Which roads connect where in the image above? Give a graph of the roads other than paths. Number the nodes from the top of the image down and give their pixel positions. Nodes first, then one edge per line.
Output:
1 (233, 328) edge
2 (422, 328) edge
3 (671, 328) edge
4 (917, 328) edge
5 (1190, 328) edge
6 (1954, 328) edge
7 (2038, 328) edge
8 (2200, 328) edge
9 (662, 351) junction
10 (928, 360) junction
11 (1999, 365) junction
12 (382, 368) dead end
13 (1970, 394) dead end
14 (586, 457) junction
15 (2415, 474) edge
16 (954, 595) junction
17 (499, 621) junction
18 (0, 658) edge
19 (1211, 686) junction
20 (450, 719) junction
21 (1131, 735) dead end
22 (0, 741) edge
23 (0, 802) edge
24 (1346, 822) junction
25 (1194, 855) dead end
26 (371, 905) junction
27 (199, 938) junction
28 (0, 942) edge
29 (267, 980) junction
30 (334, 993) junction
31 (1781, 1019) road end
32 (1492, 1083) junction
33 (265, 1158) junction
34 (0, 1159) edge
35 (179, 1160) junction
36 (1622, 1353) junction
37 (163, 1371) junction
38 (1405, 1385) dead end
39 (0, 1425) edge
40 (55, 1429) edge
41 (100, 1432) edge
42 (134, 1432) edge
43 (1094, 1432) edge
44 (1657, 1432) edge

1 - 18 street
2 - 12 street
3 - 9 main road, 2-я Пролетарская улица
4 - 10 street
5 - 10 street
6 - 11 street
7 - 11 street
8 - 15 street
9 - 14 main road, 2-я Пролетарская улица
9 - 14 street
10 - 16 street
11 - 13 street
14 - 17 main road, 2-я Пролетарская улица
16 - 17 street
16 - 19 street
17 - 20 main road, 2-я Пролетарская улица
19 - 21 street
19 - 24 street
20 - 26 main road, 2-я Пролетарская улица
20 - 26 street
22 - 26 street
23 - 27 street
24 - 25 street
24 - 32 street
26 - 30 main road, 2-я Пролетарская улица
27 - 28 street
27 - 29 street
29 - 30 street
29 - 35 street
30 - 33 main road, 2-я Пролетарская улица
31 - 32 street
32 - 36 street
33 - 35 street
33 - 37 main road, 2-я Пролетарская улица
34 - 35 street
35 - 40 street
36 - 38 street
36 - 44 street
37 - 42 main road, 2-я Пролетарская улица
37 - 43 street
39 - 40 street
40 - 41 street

★ ★ ★ ★ ★

▶ Prompt:
Would you copy out all of the entries exactly?

▶ Written response:
Which roads connect where in the image above? Give a graph of the roads other than paths. Number the nodes from the top of the image down and give their pixel positions. Nodes first, then one edge per line.
Output:
1 (233, 328) edge
2 (422, 328) edge
3 (671, 328) edge
4 (917, 328) edge
5 (1190, 328) edge
6 (1954, 328) edge
7 (2038, 328) edge
8 (2200, 328) edge
9 (662, 351) junction
10 (928, 360) junction
11 (1999, 365) junction
12 (382, 368) dead end
13 (1970, 394) dead end
14 (586, 457) junction
15 (2415, 474) edge
16 (954, 595) junction
17 (499, 621) junction
18 (0, 658) edge
19 (1211, 686) junction
20 (450, 719) junction
21 (1131, 735) dead end
22 (0, 741) edge
23 (0, 802) edge
24 (1346, 822) junction
25 (1194, 855) dead end
26 (371, 905) junction
27 (199, 938) junction
28 (0, 942) edge
29 (267, 980) junction
30 (334, 993) junction
31 (1781, 1019) road end
32 (1492, 1083) junction
33 (265, 1158) junction
34 (0, 1159) edge
35 (179, 1160) junction
36 (1622, 1353) junction
37 (163, 1371) junction
38 (1405, 1385) dead end
39 (0, 1425) edge
40 (55, 1429) edge
41 (100, 1432) edge
42 (134, 1432) edge
43 (1094, 1432) edge
44 (1657, 1432) edge

1 - 18 street
2 - 12 street
3 - 9 main road, 2-я Пролетарская улица
4 - 10 street
5 - 10 street
6 - 11 street
7 - 11 street
8 - 15 street
9 - 14 main road, 2-я Пролетарская улица
9 - 14 street
10 - 16 street
11 - 13 street
14 - 17 main road, 2-я Пролетарская улица
16 - 17 street
16 - 19 street
17 - 20 main road, 2-я Пролетарская улица
19 - 21 street
19 - 24 street
20 - 26 main road, 2-я Пролетарская улица
20 - 26 street
22 - 26 street
23 - 27 street
24 - 25 street
24 - 32 street
26 - 30 main road, 2-я Пролетарская улица
27 - 28 street
27 - 29 street
29 - 30 street
29 - 35 street
30 - 33 main road, 2-я Пролетарская улица
31 - 32 street
32 - 36 street
33 - 35 street
33 - 37 main road, 2-я Пролетарская улица
34 - 35 street
35 - 40 street
36 - 38 street
36 - 44 street
37 - 42 main road, 2-я Пролетарская улица
37 - 43 street
39 - 40 street
40 - 41 street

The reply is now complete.